We detected 17 LHCX genes in S. robusta, which is a high number compared to the model diatoms P. tricornutum (4) and T. pseudonana (5) but in the same range as in the psychrophilic sea ice diatom F. cylindrus (11) (Armbrust et al., 2004; Bowler et al., 2008; Mock et al., 2017), the brown alga E. siliculosus (13) and the haptophyte Emiliania huxleyi (15) (see Dittami et al., 2010 for an overview and a comprehensive phylogenetic tree). Even though a comparable number of LHCX genes was discovered in both S. robusta and F. cylindrus, LHCX diversification in both raphid diatoms seems to have occurred independently as LHCX genes of both species were found to belong to different clades, with most diversity in S. robusta being related to PtLHCX3. Interestingly, a diversification of LHCX genes related to PtLHCX3 seems to have occurred as well in the araphid diatom Synedra acus. There seems, however, no general trend in the amount of LHCX genes in the genomes of centric and pennate diatoms.
Even though a certain degree of functional redundancy can be expected due to the high number of LHCX genes in S. robusta, transcription appears to be light regulated for all the studied genes and all investigated LHCX transcripts were strongly upregulated in HL conditions. However, the limited specificity of the LHCX3 primer combination makes it difficult to generalize about LHCX genes in this clade. Our results, as such, do not allow to conclude why S. robusta has such a high number of LHCX genes. The expansion of gene families seems to be a general feature of S. robusta and is not exclusive to the LHCX genes. The large genome size of S. robusta allows for duplication events which could in turn lead to adaptive evolution (Osuna-Cruz et al., 2020). A large set of LHCX genes could be required to cope with highly variable light conditions. However, P. tricornutum only possesses four LHCX genes, and these still enable the species to rapidly adjust to a highly fluctuating light climate (Lepetit et al., 2017). In addition, the ability of motile epipelic diatoms to rapidly migrate away from strong light conditions could minimize the need for strong physiological photoprotection (Serôdio et al., 2001; Barnett et al., 2015; Laviale et al., 2016; Blommaert et al., 2018) and hence also the need for so many functional genes in S. robusta. Lastly, the presence of many LHCX genes may allow to integrate various environmental signals and stresses to finely regulate LHCX content (Taddei et al., 2016; Buck et al., 2019).
LHCX transcripts are present during a LL day/night cycle in S. robusta.

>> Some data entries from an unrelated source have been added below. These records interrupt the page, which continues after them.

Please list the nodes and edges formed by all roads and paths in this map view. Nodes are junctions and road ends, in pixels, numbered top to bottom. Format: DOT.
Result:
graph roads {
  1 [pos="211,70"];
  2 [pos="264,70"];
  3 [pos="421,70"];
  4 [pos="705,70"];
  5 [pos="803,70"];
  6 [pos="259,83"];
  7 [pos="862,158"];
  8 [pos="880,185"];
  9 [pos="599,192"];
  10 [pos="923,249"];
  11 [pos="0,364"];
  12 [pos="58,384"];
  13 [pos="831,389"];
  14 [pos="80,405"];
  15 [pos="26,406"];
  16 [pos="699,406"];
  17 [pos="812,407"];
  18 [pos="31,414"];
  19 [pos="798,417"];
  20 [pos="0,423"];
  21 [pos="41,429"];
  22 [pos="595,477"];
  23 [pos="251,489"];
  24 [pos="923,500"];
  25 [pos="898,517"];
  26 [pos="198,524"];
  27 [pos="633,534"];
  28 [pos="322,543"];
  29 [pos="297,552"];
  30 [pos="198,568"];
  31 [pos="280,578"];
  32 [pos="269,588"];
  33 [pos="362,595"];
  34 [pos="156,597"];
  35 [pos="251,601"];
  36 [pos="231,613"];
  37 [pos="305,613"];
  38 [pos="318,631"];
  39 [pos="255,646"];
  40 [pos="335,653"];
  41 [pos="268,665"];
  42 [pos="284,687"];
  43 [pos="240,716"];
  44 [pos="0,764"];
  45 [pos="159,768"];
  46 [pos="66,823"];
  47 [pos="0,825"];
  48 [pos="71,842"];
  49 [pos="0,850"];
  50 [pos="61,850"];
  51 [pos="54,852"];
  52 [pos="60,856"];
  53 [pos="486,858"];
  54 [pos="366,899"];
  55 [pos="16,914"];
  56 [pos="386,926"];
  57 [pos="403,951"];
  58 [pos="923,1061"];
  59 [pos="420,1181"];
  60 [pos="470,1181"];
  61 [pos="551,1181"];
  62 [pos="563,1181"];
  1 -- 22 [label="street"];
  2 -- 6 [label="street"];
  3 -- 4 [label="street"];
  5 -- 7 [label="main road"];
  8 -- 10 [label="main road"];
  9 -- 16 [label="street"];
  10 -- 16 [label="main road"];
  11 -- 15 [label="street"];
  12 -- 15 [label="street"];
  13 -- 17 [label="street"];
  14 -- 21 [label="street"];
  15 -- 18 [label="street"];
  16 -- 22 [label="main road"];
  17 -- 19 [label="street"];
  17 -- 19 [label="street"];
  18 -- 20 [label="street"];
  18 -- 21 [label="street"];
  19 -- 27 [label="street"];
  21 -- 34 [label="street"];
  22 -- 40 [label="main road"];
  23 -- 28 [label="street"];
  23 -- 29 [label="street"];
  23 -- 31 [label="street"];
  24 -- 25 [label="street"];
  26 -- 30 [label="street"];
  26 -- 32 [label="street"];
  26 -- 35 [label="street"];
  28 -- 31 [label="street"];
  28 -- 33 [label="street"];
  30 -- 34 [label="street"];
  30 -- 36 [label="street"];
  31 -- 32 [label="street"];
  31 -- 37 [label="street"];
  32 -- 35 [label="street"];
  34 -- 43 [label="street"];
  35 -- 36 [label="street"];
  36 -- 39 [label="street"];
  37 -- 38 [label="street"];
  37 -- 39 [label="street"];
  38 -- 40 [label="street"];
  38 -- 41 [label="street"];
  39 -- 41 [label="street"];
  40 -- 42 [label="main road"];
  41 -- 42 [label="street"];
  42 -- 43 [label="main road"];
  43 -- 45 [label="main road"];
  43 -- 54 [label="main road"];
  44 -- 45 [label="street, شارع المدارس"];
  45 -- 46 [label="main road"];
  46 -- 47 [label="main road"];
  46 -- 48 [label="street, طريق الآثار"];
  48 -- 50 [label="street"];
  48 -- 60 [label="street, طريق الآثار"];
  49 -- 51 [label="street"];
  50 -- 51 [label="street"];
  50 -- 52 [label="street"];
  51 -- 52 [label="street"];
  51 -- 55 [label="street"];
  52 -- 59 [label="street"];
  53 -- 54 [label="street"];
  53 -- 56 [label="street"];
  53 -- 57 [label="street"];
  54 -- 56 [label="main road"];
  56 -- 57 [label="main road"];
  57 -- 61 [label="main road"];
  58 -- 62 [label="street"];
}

This is consistent with the presence of an LHCX protein in LL conditions, as reported by Blommaert et al. (2017). This protein, as PtLHCX1, could provide a basal NPQ capacity localized near the PSII core (Nymark et al., 2009; Bailleul et al., 2010; Lepetit et al., 2013, 2017; Taddei et al., 2018). As all SrLHCX transcripts (except SrLHCX6 for which data are lacking) were induced upon a dark/light transition, we cannot rule out that multiple SrLHCX proteins fulfill a similar role as PtLHCX1. Linking transcriptional data and immuno-blotting, in this case, is not straightforward as the used antibody (anti-LHCSR3, Bonente et al., 2011) was not specifically designed to recognize diatom LHCX isoforms. In addition, the large number of LHCX genes of similar sizes (Table 1) and differences in actual and predicted LHCX/LHCSR protein size, because of posttranslational modifications (Bonente et al., 2011), complicate the comparison of both datasets as was also observed for the discrepancies in transcriptional and translational regulation of LHCXs in P. tricornutum and T. pseudonana (Zhu and Green, 2010; Lepetit et al., 2017).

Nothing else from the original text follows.